## WORK INSTRUCTIONS
Using the data that follows, state the number of lines holding the word "hand", and give no other output.

## SUPPLIED INFORMATION
^^^^^^^^

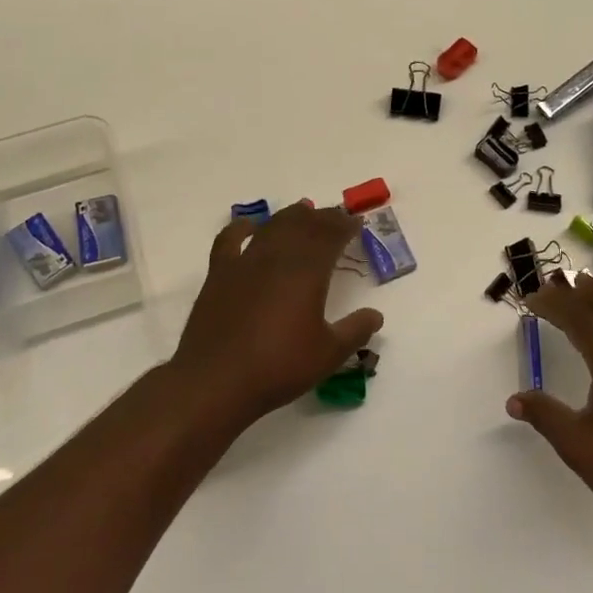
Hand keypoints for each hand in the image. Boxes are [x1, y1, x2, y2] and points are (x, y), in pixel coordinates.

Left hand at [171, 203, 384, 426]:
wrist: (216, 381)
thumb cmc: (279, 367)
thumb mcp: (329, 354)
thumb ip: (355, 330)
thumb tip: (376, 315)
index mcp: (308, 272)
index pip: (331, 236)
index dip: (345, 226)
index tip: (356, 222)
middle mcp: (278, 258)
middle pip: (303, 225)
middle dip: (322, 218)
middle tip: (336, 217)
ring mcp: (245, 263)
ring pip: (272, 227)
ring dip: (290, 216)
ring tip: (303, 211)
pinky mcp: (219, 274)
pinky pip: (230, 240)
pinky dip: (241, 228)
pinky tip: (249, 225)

^^^^^^^^

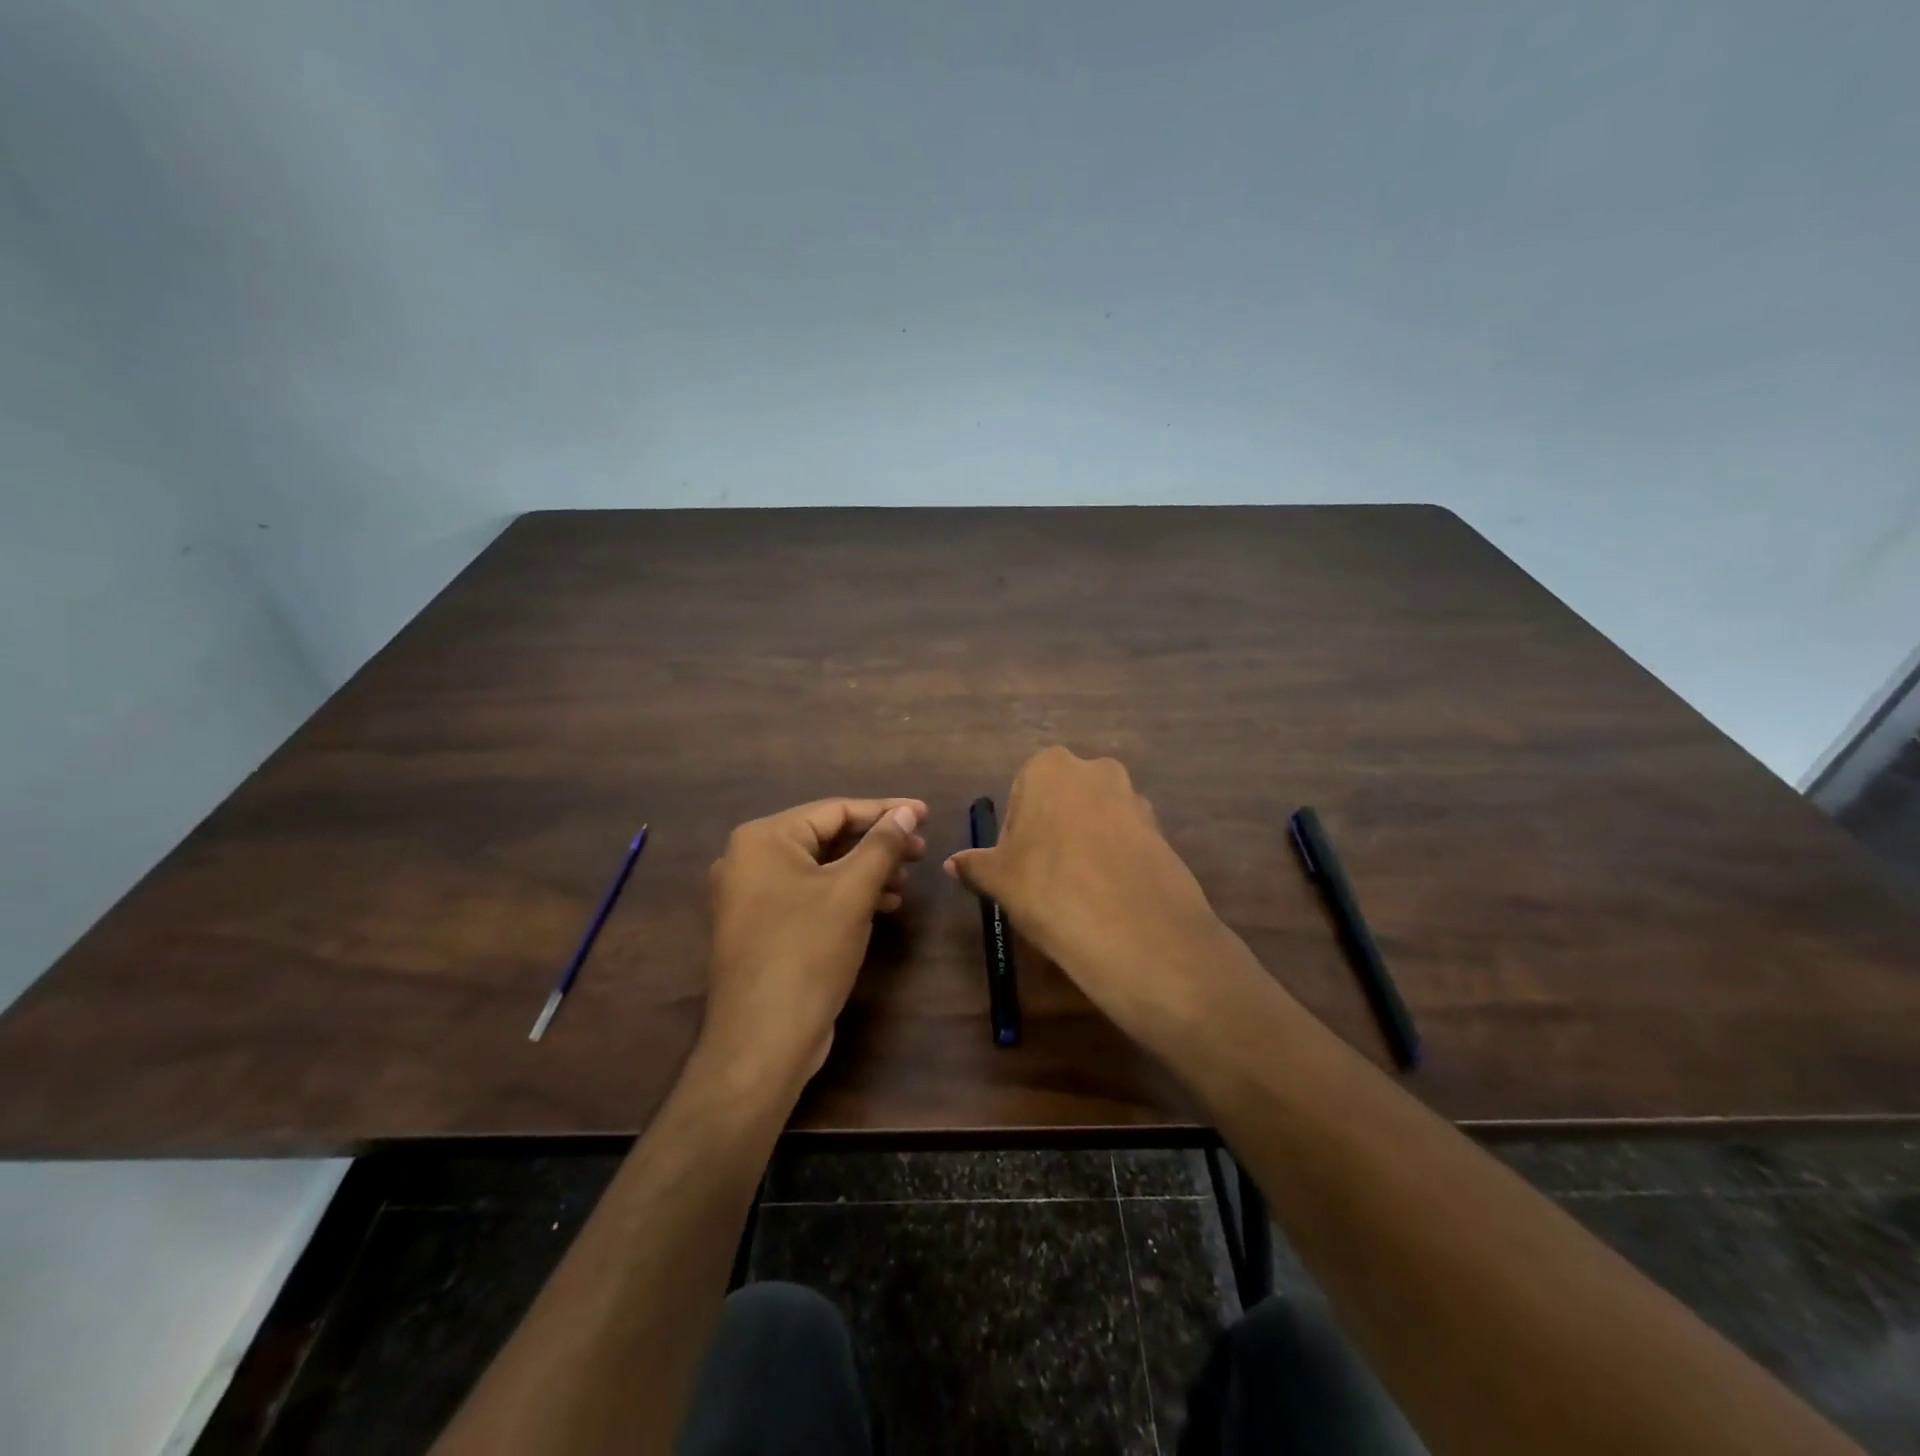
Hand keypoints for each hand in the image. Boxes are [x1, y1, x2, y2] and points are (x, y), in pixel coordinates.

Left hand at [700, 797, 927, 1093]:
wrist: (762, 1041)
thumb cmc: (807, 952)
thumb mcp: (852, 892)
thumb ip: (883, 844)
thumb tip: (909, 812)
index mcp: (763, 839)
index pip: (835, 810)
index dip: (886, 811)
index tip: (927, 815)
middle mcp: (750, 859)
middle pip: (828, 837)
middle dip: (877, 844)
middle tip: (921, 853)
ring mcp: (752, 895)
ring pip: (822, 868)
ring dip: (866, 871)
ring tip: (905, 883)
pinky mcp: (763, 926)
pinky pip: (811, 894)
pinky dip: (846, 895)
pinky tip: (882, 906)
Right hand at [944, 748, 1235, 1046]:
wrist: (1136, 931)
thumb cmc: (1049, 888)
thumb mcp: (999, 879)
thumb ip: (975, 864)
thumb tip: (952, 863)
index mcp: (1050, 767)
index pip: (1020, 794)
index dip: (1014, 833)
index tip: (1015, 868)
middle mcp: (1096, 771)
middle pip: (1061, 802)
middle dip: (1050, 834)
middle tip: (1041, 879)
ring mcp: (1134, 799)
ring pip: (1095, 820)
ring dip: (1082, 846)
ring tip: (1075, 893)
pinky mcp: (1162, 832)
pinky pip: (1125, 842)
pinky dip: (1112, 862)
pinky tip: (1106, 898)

^^^^^^^^

## ANSWER TO THIS EXERCISE
5